Representatives of FIIs met finance secretary R S Gujral and the GAAR panel comprising key tax officials and submitted their grievances here on Monday.
“The FIIs want a full exemption from GAAR. They feel the exemption given to non-resident investors of an FII would amount to nothing if the FII itself was liable to pay tax,” said an official who attended a meeting of investors and finance ministry officials here on Monday. At least four officials of FIIs and their advisers were present in the meeting.
Investors are of the view that the FII - often a pass-through entity - will have to pass on the consequence to the end-investor. Further, they also sought clarity on the consequence of the applicability of the GAAR provisions. “For example, if an entity is found to be in violation of GAAR, it is not clear what the tax liability would be. Is it the tax plus interest or will there be a penalty in addition to this? The FIIs seek clarity on that,” the official added.
Representatives of the Indian Private Equity and Venture Capital Association (IVCA) also met the ministry officials on Monday and submitted demands of the private equity industry.
IVCA suggested that certain objective criteria be laid down for the definition of the term ‘commercial substance’.
“We have suggested three tests namely expenditure test, employees test and residency test. If an offshore entity fulfils any one of these tests, it should be enough to ensure that GAAR provisions and its consequential implications, including denial of treaty benefits would not be triggered,” said Mahendra Swarup, president, IVCA.
Under the expenditure test, IVCA has proposed that an annual expenditure of $50,000 on operations should be considered as an indicator of substance. For calculating the annual expenditure for this purpose, an average of expenses incurred in the preceding 24 months should be considered, the PE industry lobby proposed.
Under the employees test, the overseas entity should have at least one full-time employee who is a tax resident of the treaty country. Further, such employee should be actively involved in the investment and operating activities of the fund and should have spent at least 180 days in the country.

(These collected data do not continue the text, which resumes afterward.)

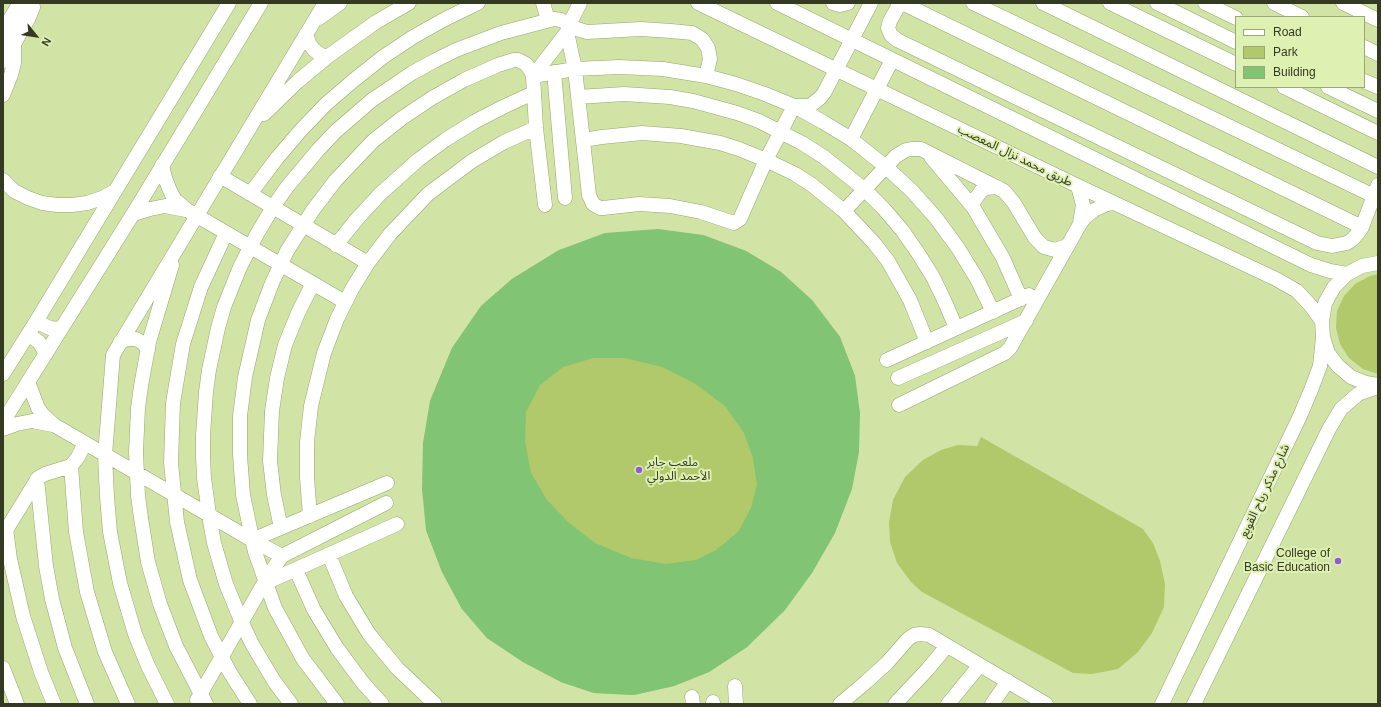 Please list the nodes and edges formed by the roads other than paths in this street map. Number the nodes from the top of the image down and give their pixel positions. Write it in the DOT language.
graph roads {
  1 [pos="24,3"];
  2 [pos="33,3"];
  3 [pos="229,3"];
  4 [pos="261,3"];
  5 [pos="325,3"];
  6 [pos="340,3"];
  7 [pos="408,3"];
  8 [pos="478,3"];
  9 [pos="543,3"];
  10 [pos="580,3"];
  11 [pos="698,3"];
  12 [pos="777,3"];
  13 [pos="833,3"];
  14 [pos="848,3"];
  15 [pos="871,3"];
  16 [pos="901,3"];
  17 [pos="973,3"];
  18 [pos="1043,3"];
  19 [pos="1110,3"];
  20 [pos="1205,3"];
  21 [pos="1274,3"];
  22 [pos="1343,3"];
  23 [pos="1162,4"];
  24 [pos="1300,16"];
  25 [pos="1235,18"];
  26 [pos="548,20"];
  27 [pos="1378,20"];
  28 [pos="1154,24"];
  29 [pos="310,28"];
  30 [pos="568,28"];
  31 [pos="9,38"];
  32 [pos="851,39"];
  33 [pos="1235,41"];
  34 [pos="1365,48"];
  35 [pos="1378,54"];
  36 [pos="327,56"];
  37 [pos="3,59"];
  38 [pos="892,60"];
  39 [pos="1235,64"];
  40 [pos="575,69"];
  41 [pos="836,69"];
  42 [pos="554,72"];
  43 [pos="533,76"];
  44 [pos="706,76"];
  45 [pos="1365,80"];
  46 [pos="1378,87"];
  47 [pos="1286,88"];
  48 [pos="1330,88"];
  49 [pos="878,89"];
  50 [pos="533,94"];
  51 [pos="3,95"];
  52 [pos="578,97"];
  53 [pos="794,106"];
  54 [pos="1378,111"];
  55 [pos="536,128"];
  56 [pos="248,129"];
  57 [pos="781,131"];
  58 [pos="1378,133"];
  59 [pos="851,139"];
  60 [pos="583,140"];
  61 [pos="926,151"];
  62 [pos="766,160"];
  63 [pos="162,165"];
  64 [pos="886,166"];
  65 [pos="1378,166"];
  66 [pos="220,176"];
  67 [pos="3,180"];
  68 [pos="1078,186"];
  69 [pos="998,187"];
  70 [pos="864,189"];
  71 [pos="115,191"];
  72 [pos="1376,191"];
  73 [pos="250,194"];
  74 [pos="565,198"];
  75 [pos="1113,203"];
  76 [pos="545,205"];
  77 [pos="273,207"];
  78 [pos="973,207"];
  79 [pos="844,211"];
  80 [pos="191,213"];
  81 [pos="133,214"];
  82 [pos="1080,224"];
  83 [pos="302,225"];
  84 [pos="1362,227"];
  85 [pos="226,233"];
  86 [pos="180,242"];
  87 [pos="336,245"];
  88 [pos="1067,246"];
  89 [pos="250,247"];
  90 [pos="368,263"];
  91 [pos="1378,263"];
  92 [pos="280,265"];
  93 [pos="1347,274"];
  94 [pos="313,283"];
  95 [pos="1044,288"];
  96 [pos="1021,298"];
  97 [pos="345,302"];
  98 [pos="993,312"];
  99 [pos="37,320"];
  100 [pos="1322,320"];
  101 [pos="1026,321"];
  102 [pos="956,328"];
  103 [pos="61,329"];
  104 [pos="28,334"];
  105 [pos="1323,338"];
  106 [pos="120,342"];
  107 [pos="927,342"];
  108 [pos="148,350"];
  109 [pos="46,354"];
  110 [pos="888,360"];
  111 [pos="3,374"];
  112 [pos="898,378"];
  113 [pos="28,382"];
  114 [pos="1378,386"];
  115 [pos="899,405"];
  116 [pos="3,422"];
  117 [pos="54,425"];
  118 [pos="3,429"];
  119 [pos="84,443"];
  120 [pos="105,455"];
  121 [pos="71,466"];
  122 [pos="137,474"];
  123 [pos="37,479"];
  124 [pos="387,483"];
  125 [pos="173,495"];
  126 [pos="386,503"];
  127 [pos="209,515"];
  128 [pos="310,516"];
  129 [pos="397,524"];
  130 [pos="281,528"];
  131 [pos="5,532"];
  132 [pos="252,540"];
  133 [pos="329,555"];
  134 [pos="282,556"];
  135 [pos="296,570"];
  136 [pos="265,583"];
  137 [pos="242,623"];
  138 [pos="947,646"];
  139 [pos="222,657"];
  140 [pos="980,665"];
  141 [pos="3,668"];
  142 [pos="1008,682"];
  143 [pos="735,686"];
  144 [pos="201,701"];
  145 [pos="1039,702"];
  146 [pos="432,703"];
  147 [pos="17,704"];
  148 [pos="54,704"];
  149 [pos="87,704"];
  150 [pos="128,704"];
  151 [pos="166,704"];
  152 [pos="250,704"];
  153 [pos="291,704"];
  154 [pos="337,704"];
  155 [pos="382,704"];
  156 [pos="736,704"];
  157 [pos="840,704"];
  158 [pos="895,704"];
  159 [pos="948,704"];
  160 [pos="992,704"];
  161 [pos="1162,704"];
  162 [pos="1194,704"];
  1 -- 31 [label="highway"];
  2 -- 31 [label="main road"];
  3 -- 71 [label="street"];
  4 -- 63 [label="street"];
  5 -- 29 [label="street"];
  6 -- 29 [label="street"];
  7 -- 36 [label="street"];
  8 -- 73 [label="street"];
  9 -- 26 [label="street"];
  10 -- 30 [label="street"];
  11 -- 41 [label="street, طريق محمد نزال المعصب"];
  12 -- 32 [label="street"];
  13 -- 14 [label="street"];
  15 -- 32 [label="street"];
  16 -- 84 [label="street"];
  16 -- 84 [label="street"];
  17 -- 72 [label="street"];
  18 -- 65 [label="street"];
  19 -- 28 [label="street"];
  20 -- 25 [label="street"];
  21 -- 24 [label="street"];
  22 -- 27 [label="street"];
  23 -- 28 [label="street"];
  23 -- 33 [label="street"];
  26 -- 30 [label="street"];
  26 -- 77 [label="street"];
  28 -- 39 [label="street"];
  29 -- 36 [label="street"];
  29 -- 56 [label="street"];
  30 -- 40 [label="street"];
  30 -- 43 [label="street"];
  30 -- 44 [label="street"];
  31 -- 37 [label="main road"];
  31 -- 51 [label="street"];
  32 -- 38 [label="street"];
  32 -- 41 [label="street"];
  34 -- 35 [label="street"];
  36 -- 56 [label="street"];
  38 -- 49 [label="street"];
  38 -- 93 [label="street"];
  40 -- 42 [label="street"];
  40 -- 44 [label="street"];
  40 -- 52 [label="street"];
  41 -- 49 [label="street, طريق محمد نزال المعصب"];
  41 -- 53 [label="street"];
  42 -- 43 [label="street"];
  42 -- 74 [label="street"];
  43 -- 50 [label="street"];
  43 -- 83 [label="street"];
  44 -- 53 [label="street"];
  45 -- 46 [label="street"];
  47 -- 58 [label="street"];
  48 -- 54 [label="street"];
  49 -- 59 [label="street"];
  49 -- 68 [label="street, طريق محمد نزال المعصب"];
  50 -- 55 [label="street"];
  50 -- 87 [label="street"];
  52 -- 57 [label="street"];
  52 -- 60 [label="street"];
  53 -- 57 [label="street"];
  53 -- 59 [label="street"];
  55 -- 76 [label="street"];
  55 -- 90 [label="street"];
  56 -- 66 [label="street"];
  57 -- 62 [label="street"];
  57 -- 70 [label="street"];
  59 -- 64 [label="street"];
  60 -- 62 [label="street"];
  60 -- 62 [label="street"];
  61 -- 64 [label="street"];
  61 -- 69 [label="street"];
  61 -- 78 [label="street"];
  62 -- 79 [label="street"];
  63 -- 80 [label="street"];
  63 -- 81 [label="street"];
  64 -- 70 [label="street"];
  64 -- 98 [label="street"];
  66 -- 73 [label="street"];
  66 -- 80 [label="street"];
  67 -- 71 [label="street"];
  68 -- 75 [label="street, طريق محمد نزال المعصب"];
  68 -- 82 [label="street"];
  69 -- 78 [label="street"];
  69 -- 88 [label="street"];
  70 -- 79 [label="street"];
  70 -- 102 [label="street"];
  71 -- 99 [label="street"];
  72 -- 84 [label="street"];
  73 -- 77 [label="street"];
  75 -- 82 [label="street"];
  75 -- 100 [label="street, طريق محمد نزال المعصب"];
  77 -- 83 [label="street"];
  77 -- 89 [label="street"];
  78 -- 96 [label="street"];
  79 -- 107 [label="street"];
  80 -- 81 [label="street"];
  80 -- 85 [label="street"];
  80 -- 86 [label="street"];
  81 -- 103 [label="street"];
  82 -- 88 [label="street"];
  83 -- 87 [label="street"];
  83 -- 92 [label="street"];
  85 -- 89 [label="street"];
  85 -- 125 [label="street"];
  86 -- 106 [label="street"];
  86 -- 108 [label="street"];
  87 -- 90 [label="street"];
  88 -- 95 [label="street"];
  89 -- 92 [label="street"];
  89 -- 127 [label="street"];
  90 -- 97 [label="street"];
  91 -- 93 [label="street"];
  92 -- 94 [label="street"];
  92 -- 132 [label="street"];
  93 -- 100 [label="street"];
  94 -- 97 [label="street"];
  94 -- 130 [label="street"];
  95 -- 96 [label="street"];
  95 -- 101 [label="street"];
  96 -- 98 [label="street"];
  97 -- 128 [label="street"];
  98 -- 102 [label="street"];
  99 -- 103 [label="street"];
  99 -- 104 [label="street"];
  100 -- 105 [label="street"];
  101 -- 112 [label="street"];
  101 -- 115 [label="street"];
  102 -- 107 [label="street"];
  103 -- 109 [label="street"];
  104 -- 109 [label="street"];
  104 -- 111 [label="street"];
  105 -- 114 [label="street"];
  105 -- 161 [label="street, شارع مذكر رباح القوبع"];
  106 -- 108 [label="street"];
  106 -- 120 [label="street"];
  107 -- 110 [label="street"];
  108 -- 122 [label="street"];
  109 -- 113 [label="street"];
  113 -- 116 [label="street"];
  113 -- 117 [label="street"];
  114 -- 162 [label="street"];
  117 -- 118 [label="street"];
  117 -- 119 [label="street"];
  119 -- 120 [label="street"];
  119 -- 121 [label="street"];
  120 -- 122 [label="street"];
  120 -- 151 [label="street"];
  121 -- 123 [label="street"];
  121 -- 150 [label="street"];
  122 -- 125 [label="street"];
  122 -- 144 [label="street"];
  123 -- 131 [label="street"];
  123 -- 149 [label="street"];
  124 -- 128 [label="street"];
  125 -- 127 [label="street"];
  125 -- 139 [label="street"];
  126 -- 134 [label="street"];
  127 -- 132 [label="street"];
  127 -- 137 [label="street"];
  128 -- 130 [label="street"];
  129 -- 133 [label="street"];
  130 -- 132 [label="street"];
  131 -- 148 [label="street"];
  132 -- 134 [label="street"];
  132 -- 136 [label="street"];
  133 -- 135 [label="street"];
  133 -- 146 [label="street"];
  134 -- 136 [label="street"];
  135 -- 136 [label="street"];
  135 -- 155 [label="street"];
  136 -- 137 [label="street"];
  136 -- 154 [label="street"];
  137 -- 139 [label="street"];
  137 -- 153 [label="street"];
  138 -- 140 [label="street"];
  138 -- 157 [label="street"];
  138 -- 158 [label="street"];
  139 -- 144 [label="street"];
  139 -- 152 [label="street"];
  140 -- 142 [label="street"];
  140 -- 159 [label="street"];
  141 -- 147 [label="street"];
  142 -- 145 [label="street"];
  142 -- 160 [label="street"];
  143 -- 156 [label="street"];
}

The conditions proposed under the residency test include appointment of at least two directors who are resident in the treaty country. All board meetings are required to be held in the treaty country. Further, bank accounts, accounting records should also be maintained in the treaty country and audited by a statutory auditor who is resident there. A tax residency certificate issued by the local tax authorities would also be necessary.
“Incorporation of the above tests will enable PE/VC players to assess their India tax positions with far greater certainty and confidence in the post-GAAR regime,” Swarup said.